Records drawn from a dataset:
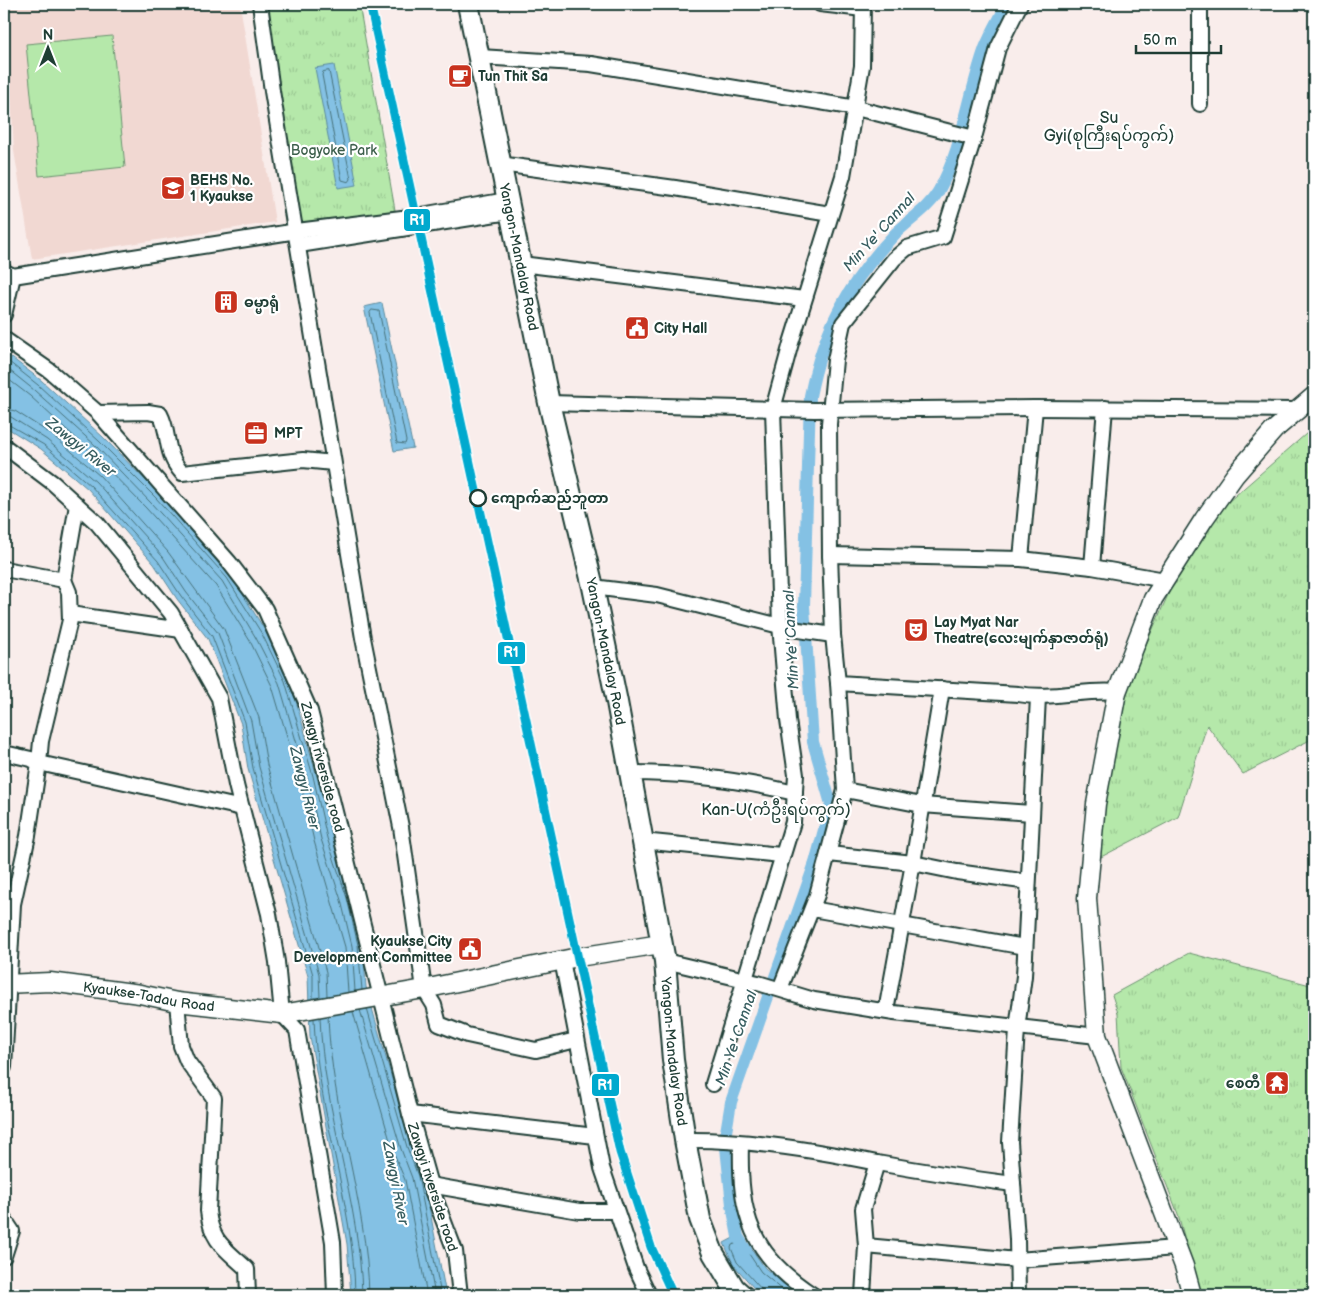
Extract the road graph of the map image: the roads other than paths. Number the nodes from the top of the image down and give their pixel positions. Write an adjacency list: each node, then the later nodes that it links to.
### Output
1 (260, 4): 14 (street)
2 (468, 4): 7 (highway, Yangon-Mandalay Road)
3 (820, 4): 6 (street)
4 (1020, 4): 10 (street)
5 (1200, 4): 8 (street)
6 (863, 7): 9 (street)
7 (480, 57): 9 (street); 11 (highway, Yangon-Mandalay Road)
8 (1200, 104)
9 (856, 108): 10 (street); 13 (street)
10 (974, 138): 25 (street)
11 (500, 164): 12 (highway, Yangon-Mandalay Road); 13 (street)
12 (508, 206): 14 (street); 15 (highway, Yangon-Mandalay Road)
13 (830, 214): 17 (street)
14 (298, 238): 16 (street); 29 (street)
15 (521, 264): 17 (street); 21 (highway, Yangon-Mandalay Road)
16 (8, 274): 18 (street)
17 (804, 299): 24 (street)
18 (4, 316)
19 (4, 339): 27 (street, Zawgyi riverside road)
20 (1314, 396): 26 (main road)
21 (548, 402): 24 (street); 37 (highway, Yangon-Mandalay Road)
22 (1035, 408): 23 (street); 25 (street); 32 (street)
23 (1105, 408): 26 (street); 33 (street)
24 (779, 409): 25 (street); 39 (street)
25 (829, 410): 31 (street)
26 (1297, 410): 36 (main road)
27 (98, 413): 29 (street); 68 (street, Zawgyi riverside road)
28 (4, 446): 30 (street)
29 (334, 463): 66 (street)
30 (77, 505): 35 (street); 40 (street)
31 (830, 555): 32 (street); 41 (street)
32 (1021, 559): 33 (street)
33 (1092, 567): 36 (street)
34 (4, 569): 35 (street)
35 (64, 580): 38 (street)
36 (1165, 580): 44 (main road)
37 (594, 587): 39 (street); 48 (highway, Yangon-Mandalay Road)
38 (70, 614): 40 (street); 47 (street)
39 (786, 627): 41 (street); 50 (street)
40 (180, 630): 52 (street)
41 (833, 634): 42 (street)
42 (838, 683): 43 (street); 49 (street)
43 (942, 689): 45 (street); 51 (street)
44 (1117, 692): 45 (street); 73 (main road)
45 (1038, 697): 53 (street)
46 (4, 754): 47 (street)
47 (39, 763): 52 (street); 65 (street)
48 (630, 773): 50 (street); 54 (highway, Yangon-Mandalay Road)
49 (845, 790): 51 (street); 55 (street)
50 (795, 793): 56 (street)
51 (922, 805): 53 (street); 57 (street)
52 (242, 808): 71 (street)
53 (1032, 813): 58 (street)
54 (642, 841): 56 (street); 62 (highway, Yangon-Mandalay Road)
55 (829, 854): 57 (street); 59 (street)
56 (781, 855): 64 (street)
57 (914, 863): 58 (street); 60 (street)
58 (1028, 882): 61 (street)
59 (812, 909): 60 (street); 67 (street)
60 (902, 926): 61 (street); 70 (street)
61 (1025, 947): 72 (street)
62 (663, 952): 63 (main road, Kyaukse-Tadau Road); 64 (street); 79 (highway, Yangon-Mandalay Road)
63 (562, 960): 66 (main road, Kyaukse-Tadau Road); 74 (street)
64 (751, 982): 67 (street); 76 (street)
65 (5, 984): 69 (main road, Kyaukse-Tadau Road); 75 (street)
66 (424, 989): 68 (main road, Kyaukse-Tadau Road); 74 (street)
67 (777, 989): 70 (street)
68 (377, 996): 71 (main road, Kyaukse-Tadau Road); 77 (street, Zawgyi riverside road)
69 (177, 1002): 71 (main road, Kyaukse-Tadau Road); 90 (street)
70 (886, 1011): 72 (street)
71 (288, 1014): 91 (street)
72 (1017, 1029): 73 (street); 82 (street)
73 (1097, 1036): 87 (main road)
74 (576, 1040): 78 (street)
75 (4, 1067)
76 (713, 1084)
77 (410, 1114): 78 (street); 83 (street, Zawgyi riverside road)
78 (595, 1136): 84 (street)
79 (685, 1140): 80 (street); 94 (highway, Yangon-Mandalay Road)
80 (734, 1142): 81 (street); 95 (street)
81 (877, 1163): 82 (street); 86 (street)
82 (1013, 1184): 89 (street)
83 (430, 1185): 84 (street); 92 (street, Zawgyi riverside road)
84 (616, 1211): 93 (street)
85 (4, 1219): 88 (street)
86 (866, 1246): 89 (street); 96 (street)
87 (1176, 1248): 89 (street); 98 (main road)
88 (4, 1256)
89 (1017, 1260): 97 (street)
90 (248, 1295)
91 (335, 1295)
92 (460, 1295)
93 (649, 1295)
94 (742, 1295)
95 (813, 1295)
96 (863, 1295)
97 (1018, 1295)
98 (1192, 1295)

--

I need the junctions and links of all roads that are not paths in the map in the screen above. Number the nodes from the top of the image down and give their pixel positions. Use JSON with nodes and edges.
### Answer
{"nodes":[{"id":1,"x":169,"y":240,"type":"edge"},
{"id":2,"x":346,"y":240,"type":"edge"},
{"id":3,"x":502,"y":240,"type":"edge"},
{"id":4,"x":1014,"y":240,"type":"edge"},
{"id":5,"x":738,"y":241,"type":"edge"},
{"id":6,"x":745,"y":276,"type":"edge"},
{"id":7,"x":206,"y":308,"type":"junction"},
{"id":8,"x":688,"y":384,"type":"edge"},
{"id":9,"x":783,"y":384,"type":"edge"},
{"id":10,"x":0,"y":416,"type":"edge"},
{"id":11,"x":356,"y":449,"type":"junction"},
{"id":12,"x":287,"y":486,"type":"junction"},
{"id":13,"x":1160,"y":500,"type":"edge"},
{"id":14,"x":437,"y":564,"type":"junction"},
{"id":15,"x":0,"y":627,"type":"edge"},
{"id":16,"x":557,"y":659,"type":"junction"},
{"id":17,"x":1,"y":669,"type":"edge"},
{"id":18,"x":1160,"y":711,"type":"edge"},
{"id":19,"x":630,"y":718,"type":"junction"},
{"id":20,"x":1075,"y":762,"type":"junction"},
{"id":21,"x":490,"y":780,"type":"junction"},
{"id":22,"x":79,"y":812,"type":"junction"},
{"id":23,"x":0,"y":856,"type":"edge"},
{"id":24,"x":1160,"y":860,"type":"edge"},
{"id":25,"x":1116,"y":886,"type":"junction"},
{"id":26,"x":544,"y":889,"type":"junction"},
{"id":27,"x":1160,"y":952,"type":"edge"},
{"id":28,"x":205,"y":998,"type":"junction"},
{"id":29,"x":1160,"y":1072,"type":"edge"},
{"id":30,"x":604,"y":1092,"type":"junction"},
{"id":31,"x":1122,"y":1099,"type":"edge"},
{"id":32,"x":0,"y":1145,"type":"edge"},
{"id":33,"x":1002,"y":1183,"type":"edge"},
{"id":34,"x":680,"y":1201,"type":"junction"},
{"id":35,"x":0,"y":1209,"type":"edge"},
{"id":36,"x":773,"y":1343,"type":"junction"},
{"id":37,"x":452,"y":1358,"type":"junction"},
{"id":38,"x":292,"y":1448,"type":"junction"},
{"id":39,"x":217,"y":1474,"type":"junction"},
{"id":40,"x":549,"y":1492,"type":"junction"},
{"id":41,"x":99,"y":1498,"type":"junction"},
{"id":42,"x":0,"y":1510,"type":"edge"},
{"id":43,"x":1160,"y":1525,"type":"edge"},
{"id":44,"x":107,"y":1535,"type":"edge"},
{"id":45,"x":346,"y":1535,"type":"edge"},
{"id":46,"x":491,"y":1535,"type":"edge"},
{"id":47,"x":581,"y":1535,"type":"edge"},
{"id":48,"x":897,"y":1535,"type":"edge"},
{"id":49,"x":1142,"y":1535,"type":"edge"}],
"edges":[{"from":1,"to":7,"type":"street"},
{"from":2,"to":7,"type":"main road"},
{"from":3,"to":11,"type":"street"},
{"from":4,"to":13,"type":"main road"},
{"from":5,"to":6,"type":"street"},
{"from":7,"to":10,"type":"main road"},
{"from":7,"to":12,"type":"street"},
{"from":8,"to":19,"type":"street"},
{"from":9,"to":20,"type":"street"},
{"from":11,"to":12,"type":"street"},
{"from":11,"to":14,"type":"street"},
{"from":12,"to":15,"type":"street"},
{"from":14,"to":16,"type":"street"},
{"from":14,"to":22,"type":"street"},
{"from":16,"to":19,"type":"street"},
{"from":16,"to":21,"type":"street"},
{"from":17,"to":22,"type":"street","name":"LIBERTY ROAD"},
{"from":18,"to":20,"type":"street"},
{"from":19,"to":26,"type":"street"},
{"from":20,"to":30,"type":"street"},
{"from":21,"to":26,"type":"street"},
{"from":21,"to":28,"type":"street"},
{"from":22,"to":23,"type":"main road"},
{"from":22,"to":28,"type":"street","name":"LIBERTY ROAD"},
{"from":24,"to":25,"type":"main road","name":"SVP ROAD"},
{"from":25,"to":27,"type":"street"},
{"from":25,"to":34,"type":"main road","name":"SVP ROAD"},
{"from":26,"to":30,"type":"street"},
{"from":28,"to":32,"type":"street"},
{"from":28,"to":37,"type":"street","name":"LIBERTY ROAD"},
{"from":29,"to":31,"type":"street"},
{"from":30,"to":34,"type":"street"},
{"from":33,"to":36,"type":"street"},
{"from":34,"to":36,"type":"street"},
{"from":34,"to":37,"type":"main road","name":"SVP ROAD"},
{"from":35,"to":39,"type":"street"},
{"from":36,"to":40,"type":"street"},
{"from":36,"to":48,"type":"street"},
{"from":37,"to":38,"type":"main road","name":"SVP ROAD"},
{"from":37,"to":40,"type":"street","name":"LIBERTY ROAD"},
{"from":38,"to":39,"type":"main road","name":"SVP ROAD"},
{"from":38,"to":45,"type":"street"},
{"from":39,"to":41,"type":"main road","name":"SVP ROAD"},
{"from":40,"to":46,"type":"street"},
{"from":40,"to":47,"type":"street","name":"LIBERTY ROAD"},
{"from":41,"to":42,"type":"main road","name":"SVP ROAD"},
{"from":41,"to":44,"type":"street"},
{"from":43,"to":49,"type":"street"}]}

Problem description –
Of the lines above, copy each that contains "riverside".

Result for this exercise –
19 (4, 339): 27 (street, Zawgyi riverside road)
27 (98, 413): 29 (street); 68 (street, Zawgyi riverside road)
68 (377, 996): 71 (main road, Kyaukse-Tadau Road); 77 (street, Zawgyi riverside road)
77 (410, 1114): 78 (street); 83 (street, Zawgyi riverside road)
83 (430, 1185): 84 (street); 92 (street, Zawgyi riverside road)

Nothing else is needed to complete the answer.